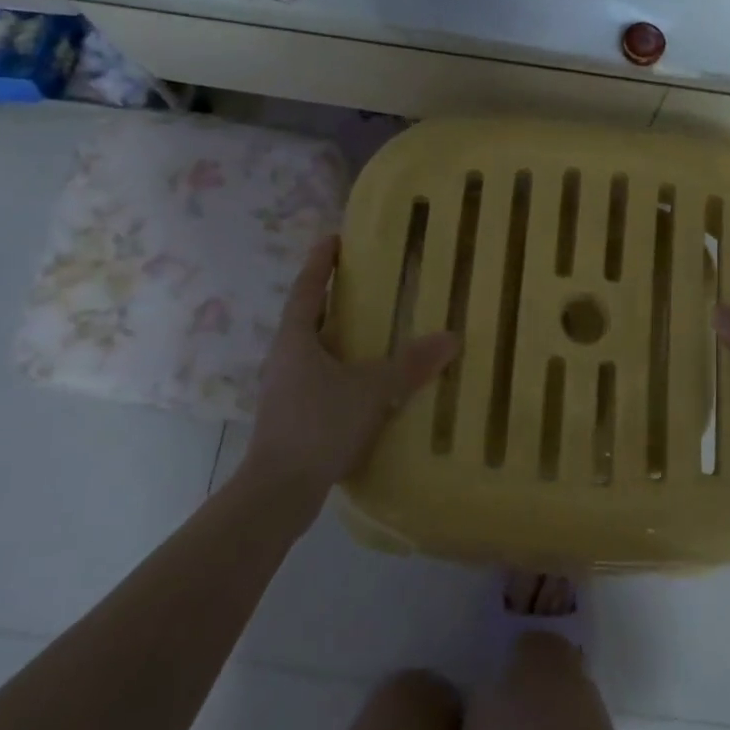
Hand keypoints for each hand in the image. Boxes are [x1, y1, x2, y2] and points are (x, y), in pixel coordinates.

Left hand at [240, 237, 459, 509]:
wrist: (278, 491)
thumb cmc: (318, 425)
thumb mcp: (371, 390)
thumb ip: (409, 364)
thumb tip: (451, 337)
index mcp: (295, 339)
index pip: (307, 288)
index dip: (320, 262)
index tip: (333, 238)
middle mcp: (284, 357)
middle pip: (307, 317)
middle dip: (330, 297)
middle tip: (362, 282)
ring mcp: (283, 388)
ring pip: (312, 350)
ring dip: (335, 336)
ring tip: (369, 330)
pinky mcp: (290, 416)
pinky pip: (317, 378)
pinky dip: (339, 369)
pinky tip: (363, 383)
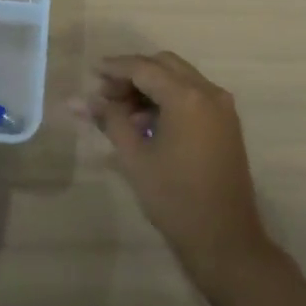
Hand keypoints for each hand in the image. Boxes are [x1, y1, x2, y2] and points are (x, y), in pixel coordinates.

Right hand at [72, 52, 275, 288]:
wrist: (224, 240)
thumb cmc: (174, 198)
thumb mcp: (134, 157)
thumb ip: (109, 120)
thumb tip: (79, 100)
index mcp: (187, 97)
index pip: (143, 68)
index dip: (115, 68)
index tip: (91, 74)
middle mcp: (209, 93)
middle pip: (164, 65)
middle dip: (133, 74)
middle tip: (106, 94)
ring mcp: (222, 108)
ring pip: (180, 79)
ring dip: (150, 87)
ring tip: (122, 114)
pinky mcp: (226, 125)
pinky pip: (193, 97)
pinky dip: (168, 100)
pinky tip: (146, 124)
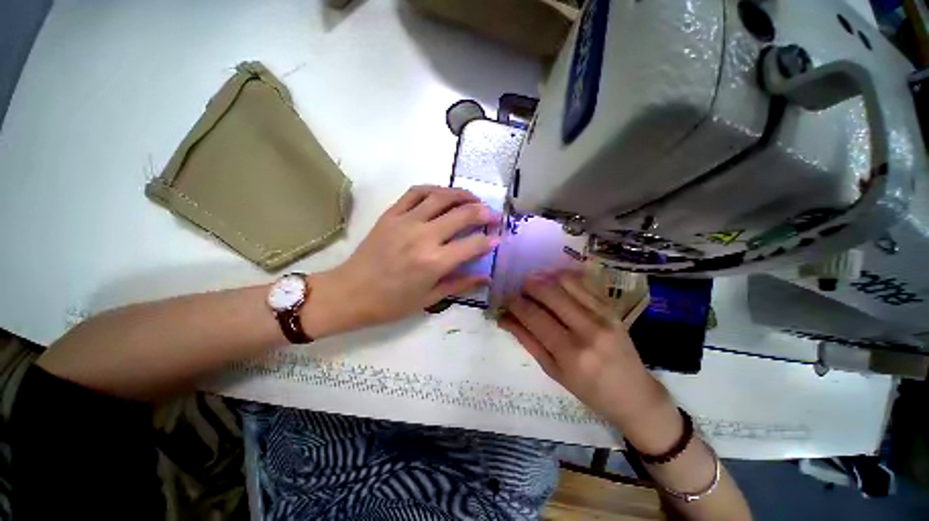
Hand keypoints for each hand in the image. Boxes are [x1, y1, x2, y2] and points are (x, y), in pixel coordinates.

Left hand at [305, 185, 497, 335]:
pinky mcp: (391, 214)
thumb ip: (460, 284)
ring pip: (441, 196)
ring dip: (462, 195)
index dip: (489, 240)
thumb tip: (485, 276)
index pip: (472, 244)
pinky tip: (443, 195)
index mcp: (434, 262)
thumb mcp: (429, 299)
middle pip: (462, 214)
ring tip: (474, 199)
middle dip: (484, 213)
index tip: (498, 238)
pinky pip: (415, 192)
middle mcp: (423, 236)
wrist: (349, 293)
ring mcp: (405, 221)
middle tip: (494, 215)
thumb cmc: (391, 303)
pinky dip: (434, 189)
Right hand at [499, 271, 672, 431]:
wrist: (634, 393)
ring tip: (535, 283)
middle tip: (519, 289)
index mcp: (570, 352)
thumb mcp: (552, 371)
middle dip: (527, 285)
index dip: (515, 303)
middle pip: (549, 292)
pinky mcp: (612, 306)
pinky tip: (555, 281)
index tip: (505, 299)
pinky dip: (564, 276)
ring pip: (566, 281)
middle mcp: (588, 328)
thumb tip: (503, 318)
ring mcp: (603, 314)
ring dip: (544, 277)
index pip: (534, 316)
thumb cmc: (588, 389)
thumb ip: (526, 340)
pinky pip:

◇ ◇ ◇ ◇ ◇ ◇ ◇

§ **WHAT IS BEING ASKED**
Transcribe the entries above exactly, from their first line through the line with "pinky tip: (363, 383)", and omit all pictures.

§ **FINISHED EXERCISE**
Hand keypoints for each hand in the image. Boxes are [x1, y1, x2, y2] and points are (x, y), in pixel coordinates.

Left hand at [240, 237, 459, 509]:
wrist: (278, 491)
thumb cmc: (318, 425)
thumb mcp: (371, 390)
thumb ip: (409, 364)
thumb tip: (451, 337)
index mcp: (295, 339)
index pip: (307, 288)
index dip: (320, 262)
index tip: (333, 238)
middle mcp: (284, 357)
middle pip: (307, 317)
middle dip: (330, 297)
middle tip: (362, 282)
ring mcp: (283, 388)
ring pip: (312, 350)
ring dip: (335, 336)
ring tip: (369, 330)
pinky mcp: (290, 416)
pinky pip: (317, 378)
pinky dip: (339, 369)
pinky tip: (363, 383)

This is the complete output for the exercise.